Weighted gene co-expression network analysis and single-cell sequence analysis uncover immune landscape and reveal hub genes of necroptosis in macrophages in myocardial ischaemia-reperfusion injury.

Myocardial ischaemia-reperfusion injury (MIRI) caused by the treatment of acute myocardial infarction (AMI) is the primary cause of severe ventricular remodelling, heart failure (HF), and high mortality. In recent studies, research on the role of necroptosis in MIRI has focused on cardiomyocytes, but new biomarkers and immunocyte mechanisms of necroptosis are rarely studied. In the present study, weighted gene co-expression network analysis (WGCNA) algorithms were used to establish a weighted gene co-expression network, and Casp1, Hpse, Myd88, Ripk1, and Tpm3 were identified as biological markers of necroptosis using least absolute shrinkage, selection operator (LASSO) regression and support vector machine (SVM) feature selection algorithms. The role and discriminatory power of these five genes in MIRI had never been studied. Single-cell and cell-talk analyses showed that hub genes of necroptosis were focused on macrophages, which mediate the functions of monocytes, fibroblasts, haematopoietic stem cells, and cardiomyocytes, primarily through the TNF/TNFRSF1A interaction.

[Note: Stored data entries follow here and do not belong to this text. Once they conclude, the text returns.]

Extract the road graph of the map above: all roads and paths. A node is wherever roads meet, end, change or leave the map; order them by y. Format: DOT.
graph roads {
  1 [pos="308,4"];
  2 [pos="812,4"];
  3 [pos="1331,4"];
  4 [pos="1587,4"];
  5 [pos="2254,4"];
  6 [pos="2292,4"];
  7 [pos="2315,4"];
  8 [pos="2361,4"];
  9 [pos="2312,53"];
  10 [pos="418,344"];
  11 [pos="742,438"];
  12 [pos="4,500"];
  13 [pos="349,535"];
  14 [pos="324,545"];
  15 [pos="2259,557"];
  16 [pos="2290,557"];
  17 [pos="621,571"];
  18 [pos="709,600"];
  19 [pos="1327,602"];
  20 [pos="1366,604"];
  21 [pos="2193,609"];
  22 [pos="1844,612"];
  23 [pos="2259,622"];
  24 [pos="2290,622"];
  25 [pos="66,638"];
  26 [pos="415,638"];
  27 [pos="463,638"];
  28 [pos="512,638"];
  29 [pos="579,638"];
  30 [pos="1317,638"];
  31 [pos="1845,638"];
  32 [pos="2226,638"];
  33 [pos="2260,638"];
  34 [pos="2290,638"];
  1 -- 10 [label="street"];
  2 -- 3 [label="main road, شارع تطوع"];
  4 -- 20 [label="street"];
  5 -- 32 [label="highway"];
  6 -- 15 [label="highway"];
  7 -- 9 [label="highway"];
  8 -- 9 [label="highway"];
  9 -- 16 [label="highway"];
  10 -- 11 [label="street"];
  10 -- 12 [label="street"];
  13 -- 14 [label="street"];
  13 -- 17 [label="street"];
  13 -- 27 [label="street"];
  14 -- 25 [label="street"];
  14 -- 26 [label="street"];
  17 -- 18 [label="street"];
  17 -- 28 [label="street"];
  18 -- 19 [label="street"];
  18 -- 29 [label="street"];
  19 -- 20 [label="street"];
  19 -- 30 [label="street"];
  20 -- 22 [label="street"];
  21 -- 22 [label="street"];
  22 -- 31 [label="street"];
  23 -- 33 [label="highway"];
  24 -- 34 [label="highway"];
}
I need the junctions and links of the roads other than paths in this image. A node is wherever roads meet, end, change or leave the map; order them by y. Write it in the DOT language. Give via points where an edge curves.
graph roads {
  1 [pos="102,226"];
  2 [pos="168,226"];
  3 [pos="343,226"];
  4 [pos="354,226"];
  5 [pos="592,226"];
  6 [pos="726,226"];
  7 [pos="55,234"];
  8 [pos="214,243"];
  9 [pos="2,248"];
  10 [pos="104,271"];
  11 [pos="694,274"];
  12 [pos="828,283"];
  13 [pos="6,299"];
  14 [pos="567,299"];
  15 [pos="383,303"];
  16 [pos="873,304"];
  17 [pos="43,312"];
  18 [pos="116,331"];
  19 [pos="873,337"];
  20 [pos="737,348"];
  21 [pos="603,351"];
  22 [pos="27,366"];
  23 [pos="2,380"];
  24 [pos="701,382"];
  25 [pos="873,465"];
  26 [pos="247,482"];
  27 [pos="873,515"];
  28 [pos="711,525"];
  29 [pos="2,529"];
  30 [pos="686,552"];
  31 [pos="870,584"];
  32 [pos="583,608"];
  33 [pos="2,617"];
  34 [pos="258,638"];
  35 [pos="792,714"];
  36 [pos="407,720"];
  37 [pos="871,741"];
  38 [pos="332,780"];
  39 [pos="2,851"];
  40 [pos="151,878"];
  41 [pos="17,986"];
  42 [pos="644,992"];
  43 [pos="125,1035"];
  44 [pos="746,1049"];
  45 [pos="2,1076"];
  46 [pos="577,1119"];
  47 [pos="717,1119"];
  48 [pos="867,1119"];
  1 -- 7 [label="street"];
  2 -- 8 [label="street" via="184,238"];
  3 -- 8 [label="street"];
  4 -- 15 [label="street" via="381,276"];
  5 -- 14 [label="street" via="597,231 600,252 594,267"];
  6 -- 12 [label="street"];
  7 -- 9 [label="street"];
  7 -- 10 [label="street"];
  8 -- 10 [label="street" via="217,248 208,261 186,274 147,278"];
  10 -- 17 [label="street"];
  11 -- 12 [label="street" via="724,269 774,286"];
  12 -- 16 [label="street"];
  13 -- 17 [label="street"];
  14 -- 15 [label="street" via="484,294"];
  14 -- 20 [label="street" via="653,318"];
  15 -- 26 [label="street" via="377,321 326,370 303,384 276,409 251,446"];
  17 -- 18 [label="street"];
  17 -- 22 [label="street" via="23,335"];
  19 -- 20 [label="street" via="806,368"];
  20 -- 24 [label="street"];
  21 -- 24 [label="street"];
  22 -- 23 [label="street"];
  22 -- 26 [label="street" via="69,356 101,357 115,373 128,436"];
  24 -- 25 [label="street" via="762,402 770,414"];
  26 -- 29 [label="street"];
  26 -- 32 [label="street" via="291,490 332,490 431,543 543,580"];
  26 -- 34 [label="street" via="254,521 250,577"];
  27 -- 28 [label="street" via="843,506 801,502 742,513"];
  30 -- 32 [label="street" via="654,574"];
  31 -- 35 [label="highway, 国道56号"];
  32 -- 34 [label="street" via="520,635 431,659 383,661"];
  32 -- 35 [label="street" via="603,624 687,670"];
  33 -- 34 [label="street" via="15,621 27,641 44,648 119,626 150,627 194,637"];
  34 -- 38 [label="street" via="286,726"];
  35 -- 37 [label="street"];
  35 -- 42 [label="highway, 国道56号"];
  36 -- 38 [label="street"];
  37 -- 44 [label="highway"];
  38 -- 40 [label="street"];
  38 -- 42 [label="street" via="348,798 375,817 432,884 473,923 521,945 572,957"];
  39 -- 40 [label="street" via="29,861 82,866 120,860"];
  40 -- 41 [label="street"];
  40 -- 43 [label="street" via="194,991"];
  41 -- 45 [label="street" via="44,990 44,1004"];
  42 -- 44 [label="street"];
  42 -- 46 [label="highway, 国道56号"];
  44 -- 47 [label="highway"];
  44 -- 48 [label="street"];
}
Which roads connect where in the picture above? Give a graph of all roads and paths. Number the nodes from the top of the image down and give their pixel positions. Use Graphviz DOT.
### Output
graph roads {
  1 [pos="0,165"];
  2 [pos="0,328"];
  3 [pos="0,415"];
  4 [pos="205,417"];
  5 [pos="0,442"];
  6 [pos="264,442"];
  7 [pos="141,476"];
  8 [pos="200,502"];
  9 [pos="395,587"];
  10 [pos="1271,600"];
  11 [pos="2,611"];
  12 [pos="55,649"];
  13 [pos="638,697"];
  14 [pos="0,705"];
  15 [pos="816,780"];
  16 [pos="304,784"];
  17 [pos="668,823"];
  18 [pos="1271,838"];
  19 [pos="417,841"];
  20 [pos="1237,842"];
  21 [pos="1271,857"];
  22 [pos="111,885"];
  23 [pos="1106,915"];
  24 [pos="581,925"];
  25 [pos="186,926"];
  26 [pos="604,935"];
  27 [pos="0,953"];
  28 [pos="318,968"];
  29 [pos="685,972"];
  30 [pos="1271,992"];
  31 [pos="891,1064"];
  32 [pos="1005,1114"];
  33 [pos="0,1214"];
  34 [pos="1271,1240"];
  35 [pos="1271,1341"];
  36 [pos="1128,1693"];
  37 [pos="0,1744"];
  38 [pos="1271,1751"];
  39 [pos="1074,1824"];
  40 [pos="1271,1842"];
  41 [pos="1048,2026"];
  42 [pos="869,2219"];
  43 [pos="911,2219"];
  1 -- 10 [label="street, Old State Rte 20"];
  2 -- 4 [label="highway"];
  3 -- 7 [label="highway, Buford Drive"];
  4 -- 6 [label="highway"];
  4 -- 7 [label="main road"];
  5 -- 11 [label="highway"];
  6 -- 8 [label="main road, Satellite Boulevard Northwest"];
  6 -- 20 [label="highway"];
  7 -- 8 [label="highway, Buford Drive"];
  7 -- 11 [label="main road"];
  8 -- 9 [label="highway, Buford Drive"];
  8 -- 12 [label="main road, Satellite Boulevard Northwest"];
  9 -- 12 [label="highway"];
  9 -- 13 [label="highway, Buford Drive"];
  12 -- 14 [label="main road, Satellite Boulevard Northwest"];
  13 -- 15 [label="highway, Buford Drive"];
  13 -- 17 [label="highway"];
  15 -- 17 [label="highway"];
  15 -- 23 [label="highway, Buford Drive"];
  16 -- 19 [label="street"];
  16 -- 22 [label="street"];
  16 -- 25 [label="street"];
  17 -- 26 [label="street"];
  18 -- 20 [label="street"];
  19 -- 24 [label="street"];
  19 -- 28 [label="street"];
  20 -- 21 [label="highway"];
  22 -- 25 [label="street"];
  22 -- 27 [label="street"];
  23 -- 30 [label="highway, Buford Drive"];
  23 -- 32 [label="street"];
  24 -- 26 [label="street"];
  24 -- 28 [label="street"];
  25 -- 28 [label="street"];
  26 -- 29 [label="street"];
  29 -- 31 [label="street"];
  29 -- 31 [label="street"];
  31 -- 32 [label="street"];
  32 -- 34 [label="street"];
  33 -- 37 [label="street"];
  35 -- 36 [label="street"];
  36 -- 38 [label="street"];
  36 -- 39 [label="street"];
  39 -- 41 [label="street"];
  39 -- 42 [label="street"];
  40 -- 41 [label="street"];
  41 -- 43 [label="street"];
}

The polarisation and functional activation of macrophages were affected by the MIF signalling network (MIF CD74/CXCR4 and MIF CD74/CD44) of other cells. The results of the immune infiltration assay showed that the five genes involved in necroptosis were significantly related to the infiltration and functional activity of M2 macrophages. TWS-119 is predicted to be a molecular drug that targets key MIRI genes. A mouse model was established to confirm the expression of five hub genes, and ventricular remodelling increased with time after ischaemia-reperfusion injury (IRI). Therefore, Casp1, Hpse, Myd88, Ripk1, and Tpm3 may be key genes regulating necroptosis and polarisation in macrophages, and causing ventricular remodelling.